#AyrtonSenna #SennaWeek #FormulaOne #Formula1 #F1 #Toleman +Lotus F1 Team +McLaren +Williams Racing #20years Funeral
Senna's death was considered by many of his Brazilian fans to be a national tragedy, and the Brazilian government declared three days of national mourning. The Italian Air Force offered to fly the coffin back to Brazil, but the Senna family wished that it return home in a Brazilian plane. Contrary to airline policy and out of respect, Senna's coffin was allowed to be flown back to his home country in the passenger cabin of a VARIG McDonnell-Douglas MD-11 airliner, accompanied by his distraught younger brother, Leonardo, and close friends. The plane was escorted by fighter jets into São Paulo-Guarulhos International Airport on Thursday 5 May 1994, where it was met by São Paulo's mayor, Paulo Maluf, and state governor, Luís Antônio Fleury. The coffin was carried by soldiers from the Policia da Aeronautical to a fire engine, where eight cadets from the Military Police Academy mounted guard as it carried the coffin on the 20-mile journey into the city. Leading the motorcade were seventeen police motorbikes, and 2,500 policemen lined the route to keep the crowds at bay.
An estimated three million people flocked to the streets of Senna's hometown of São Paulo to offer him their salute. This is widely accepted as the largest recorded gathering of mourners in modern times. Over 200,000 people filed past as his body lay in state at the Legislative Assembly building in Ibirapuera Park. After the public viewing, a 21-gun salute was fired by the 2nd Artillery Brigade and seven Brazilian Air Force jets flew in a diamond formation as the funeral procession made its way to Morumbi Cemetery. Many prominent motor racing figures attended Senna's state funeral, such as team managers Ken Tyrrell, Peter Collins, Ron Dennis, and Frank Williams, and driver Jackie Stewart. The pallbearers included drivers Gerhard Berger, Michele Alboreto, Alain Prost, Thierry Boutsen, Damon Hill, Rubens Barrichello, Roberto Moreno, Derek Warwick, Mauricio Gugelmin, Hans Stuck, Johnny Herbert, Pedro Lamy, Maurizio Sala, Raul Boesel, Emerson Fittipaldi, Wilson Fittipaldi, and Christian Fittipaldi. Neither Sid Watkins nor Jo Ramírez, the McLaren team coordinator, could bear to attend because they were so grief-stricken. Senna's family did not allow FOM president Bernie Ecclestone, a friend of Senna's, to attend the ceremony, after an altercation between Ecclestone and Senna's brother Leonardo at Imola regarding Ecclestone's misconstrued reaction to the news of Ayrton's death and the fact that the race had not been abandoned after his accident. FIA President Max Mosley instead attended the funeral of Ratzenberger which took place on 7 May 1994, in Salzburg, Austria. Mosley said in a press conference ten years later, "I went to his funeral because everyone went to Senna's. I thought it was important that somebody went to his."

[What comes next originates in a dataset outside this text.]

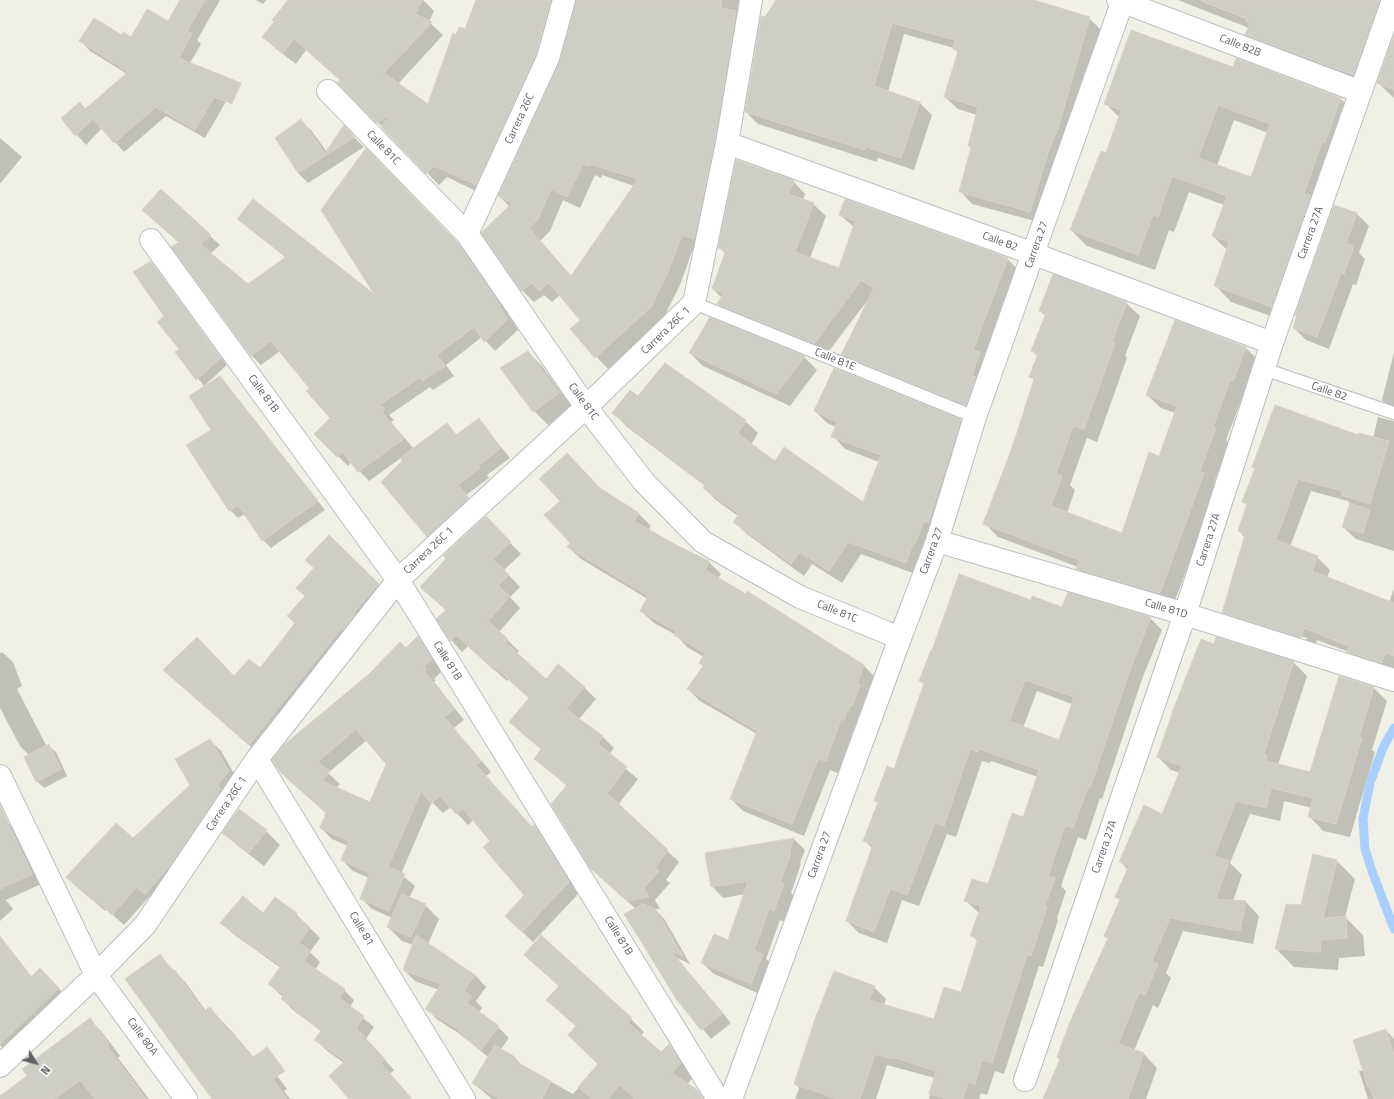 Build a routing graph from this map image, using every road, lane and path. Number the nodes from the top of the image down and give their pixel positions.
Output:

Senna's grave bears the epitaph "Nada pode me separar do amor de Deus,"
which means "Nothing can separate me from the love of God"
(a reference to Romans 8:38–39).
A testament to the adulation he inspired among fans worldwide was the scene at the Tokyo headquarters of Honda where the McLaren cars were typically displayed after each race. Upon his death, so many floral tributes were received that it overwhelmed the large exhibition lobby. This despite the fact Senna no longer drove for McLaren and that McLaren in the preceding seasons did not use Honda power. Senna had a special relationship with company founder Soichiro Honda and was beloved in Japan, where he achieved a near mythic status. For the next race at Monaco, the FIA decided to leave the first two grid positions empty and painted them with the colours of the Brazilian and the Austrian flags, to honour Senna and Ratzenberger.